Showing 1-5 of 8 (next | show all)
Humorous views of everyday life by the popular writer.
  BLTSbraille | Oct 18, 2021 |
Never fails to amuse. ( )
  Karen74Leigh | Sep 4, 2019 |
At Wit's End is Erma Bombeck's first published book, one that preceded many other volumes, columns, and movies. She was of the same generation as my parents, and a favorite author of my mother, who had several of her books on the shelves as I was growing up. But I'd not read this particular book before today.
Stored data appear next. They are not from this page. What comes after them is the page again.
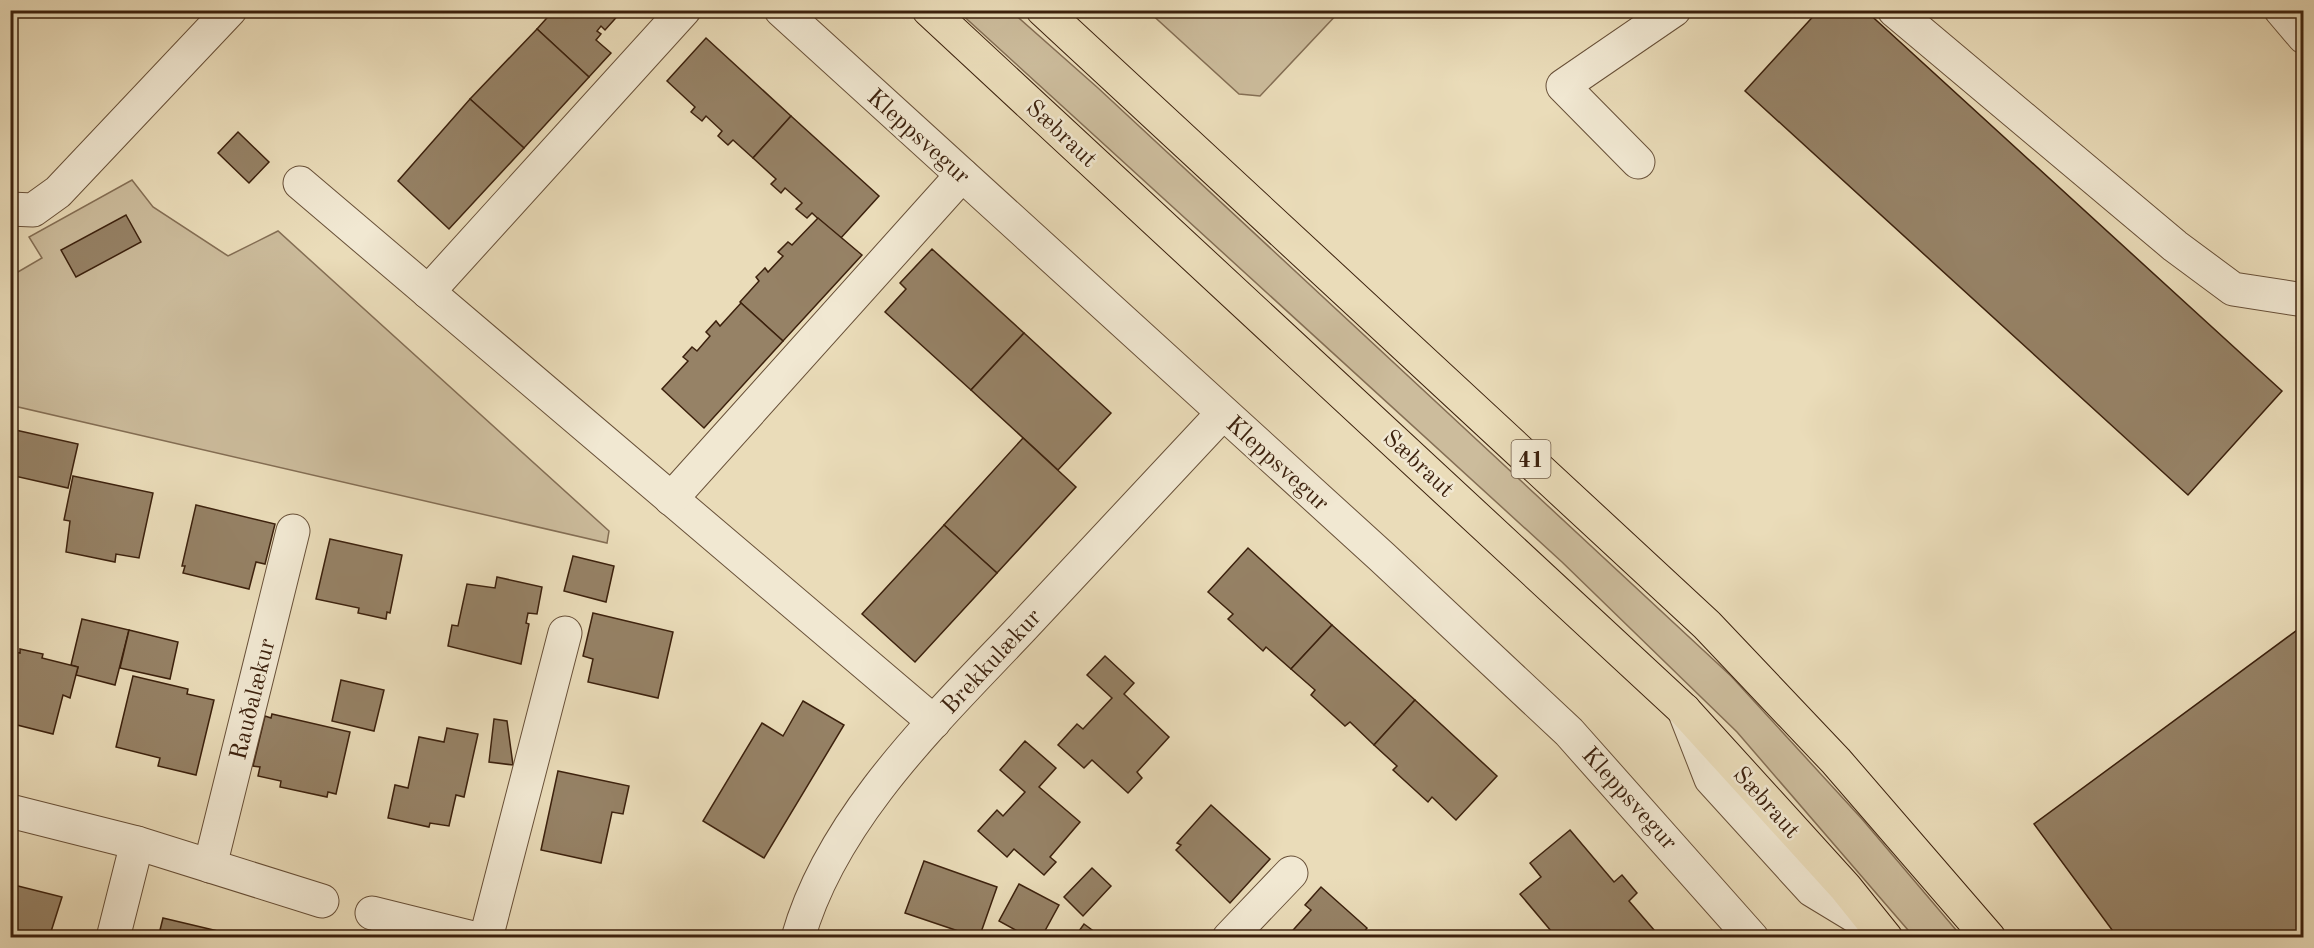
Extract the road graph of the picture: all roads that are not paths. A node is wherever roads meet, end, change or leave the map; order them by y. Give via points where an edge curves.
1 (230, 10) edge
2 (684, 10) edge
3 (781, 10) edge
4 (929, 10) edge
5 (1042, 10) edge
6 (1674, 10) edge
7 (1894, 10) edge
8 (2281, 10) edge
9 (2304, 37) edge
10 (1638, 162) dead end
11 (962, 175) junction
12 (300, 183) dead end
13 (10, 209) edge
14 (428, 292) junction
15 (2304, 300) edge
16 (1223, 413) junction
17 (671, 499) junction
18 (293, 531) dead end
19 (565, 633) dead end
20 (934, 722) junction
21 (10, 811) edge
22 (137, 843) junction
23 (210, 866) junction
24 (1291, 873) dead end
25 (322, 901) dead end
26 (372, 913) dead end
27 (1883, 934) edge
28 (113, 938) edge
29 (473, 938) edge
30 (486, 938) edge
31 (798, 938) edge
32 (1229, 938) edge
33 (1752, 938) edge
34 (1989, 938) edge

1 - 13 street via 58,192 33,210
2 - 14 street
3 - 11 street, Kleppsvegur
4 - 27 main road, Sæbraut via 1684,710
5 - 34 main road, 41 via 1707,625 1836,760
6 - 10 street via 1563,86
7 - 15 street via 2175,246 2233,289
8 - 9 street
11 - 16 street, Kleppsvegur
11 - 17 street
12 - 14 street
14 - 17 street
16 - 20 street, Brekkulækur
16 - 33 street, Kleppsvegur via 1569,732
17 - 20 street
18 - 23 street, Rauðalækur
19 - 30 street
20 - 31 street, Brekkulækur via 848,831 806,911
21 - 22 street
22 - 23 street
22 - 28 street
23 - 25 street
24 - 32 street
26 - 29 street

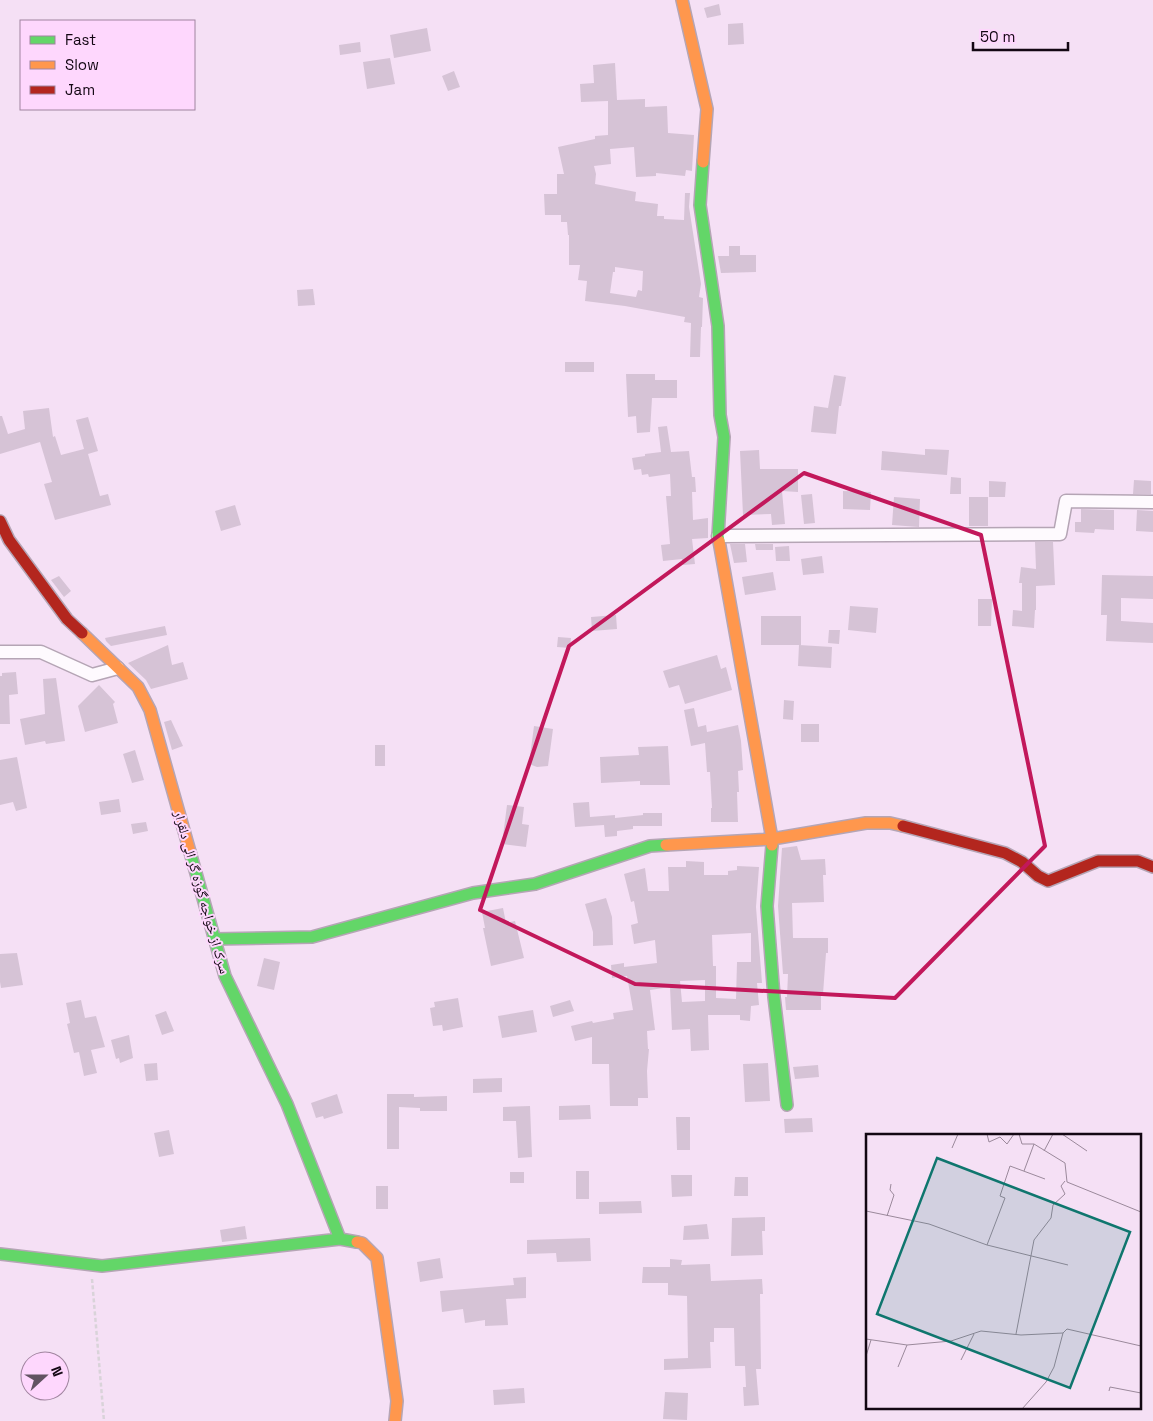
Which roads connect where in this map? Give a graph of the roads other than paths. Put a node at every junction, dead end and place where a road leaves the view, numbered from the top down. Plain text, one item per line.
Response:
1 (682, 0) edge
2 (1153, 502) edge
3 (0, 521) edge
4 (718, 536) junction
5 (0, 652) edge
6 (118, 668) junction
7 (772, 839) junction
8 (1153, 867) edge
9 (215, 939) junction
10 (787, 1105) dead end
11 (340, 1239) junction
12 (0, 1254) edge
13 (395, 1421) edge

1 - 4 street
2 - 4 street
3 - 6 street, سرک از خواجه گوزه گر الی دلقرار
4 - 7 street
5 - 6 street
6 - 9 street, سرک از خواجه گوزه گر الی دلقرار
7 - 8 street
7 - 9 street
7 - 10 street
9 - 11 street, سرک از خواجه گوزه گر الی دلقرار
11 - 12 street
11 - 13 street

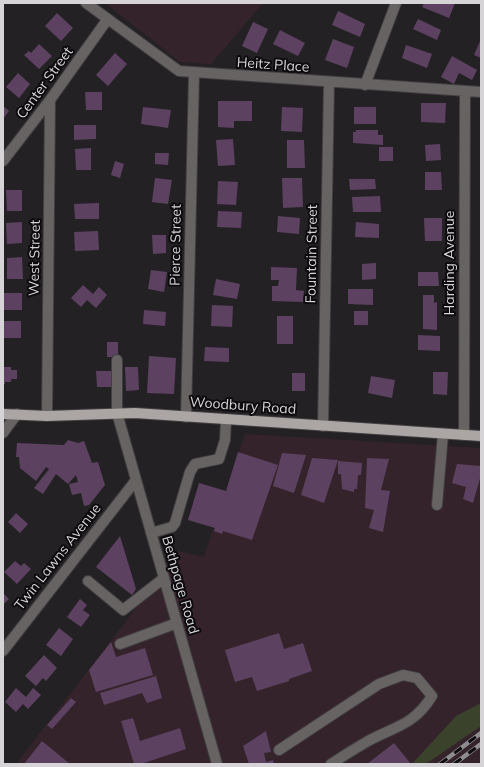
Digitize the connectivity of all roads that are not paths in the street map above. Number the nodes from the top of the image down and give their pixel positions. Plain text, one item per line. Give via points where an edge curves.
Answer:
1 (86, 3) edge
2 (396, 3) edge
3 (107, 20) junction
4 (194, 74) junction
5 (329, 82) junction
6 (365, 84) junction
7 (465, 91) junction
8 (481, 92) edge
9 (50, 100) junction
10 (3, 161) edge
11 (117, 360) dead end
12 (117, 413) junction
13 (3, 414) edge
14 (17, 414) junction
15 (47, 416) junction
16 (186, 417) junction
17 (226, 419) junction
18 (323, 426) junction
19 (3, 433) edge
20 (443, 434) junction
21 (464, 435) junction
22 (481, 436) edge
23 (136, 480) junction
24 (436, 506) dead end
25 (151, 533) junction
26 (164, 578) junction
27 (88, 581) dead end
28 (177, 623) junction
29 (120, 644) dead end
30 (3, 651) edge
31 (279, 750) dead end
32 (215, 764) edge
33 (331, 764) edge

1 - 3 street, Heitz Place
2 - 6 street
3 - 4 street, Heitz Place via 179,71
3 - 9 street, Center Street
4 - 5 street, Heitz Place
4 - 16 street, Pierce Street
5 - 6 street, Heitz Place
5 - 18 street, Fountain Street
6 - 7 street, Heitz Place
7 - 8 street, Heitz Place
7 - 21 street, Harding Avenue
9 - 10 street, Center Street
9 - 15 street, West Street
11 - 12 street, Bethpage Road
12 - 15 main road, Woodbury Road
12 - 16 main road, Woodbury Road
12 - 23 street, Bethpage Road
13 - 14 main road, Woodbury Road
14 - 15 main road, Woodbury Road
14 - 19 street
16 - 17 main road, Woodbury Road
17 - 18 main road, Woodbury Road
17 - 25 street via 225,440 219,459 195,464 176,523 172,527
18 - 20 main road, Woodbury Road
20 - 21 main road, Woodbury Road
20 - 24 street
21 - 22 main road, Woodbury Road
23 - 25 street, Bethpage Road
23 - 30 street, Twin Lawns Avenue
25 - 26 street, Bethpage Road
26 - 27 street via 123,610
26 - 28 street, Bethpage Road
28 - 29 street
28 - 32 street, Bethpage Road
31 - 33 street via 379,684 403,675 417,678 432,696 420,713 408,723 368,742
For me, Erma's a combination of humorist, social commentator, and reminiscencer (is that a word?). Much of her work might be considered dated, as she describes her life as a mother and housewife from post World War 2 America. However, her humor transcends generations: men and women haven't changed that much, and children are about the same, sans electronics. A younger reader should still see the humor in much of what Bombeck has written.

But where Erma shines, in my opinion, is her remembrances of her own grandmother, her children's experiences (first day of school, etc.), and other events that should pull at the heartstrings of any human with a shred of feeling. What, indeed, do we recall about our own mothers, the lack of fingerprints on the refrigerator door, or the homemade cookies hot from the oven?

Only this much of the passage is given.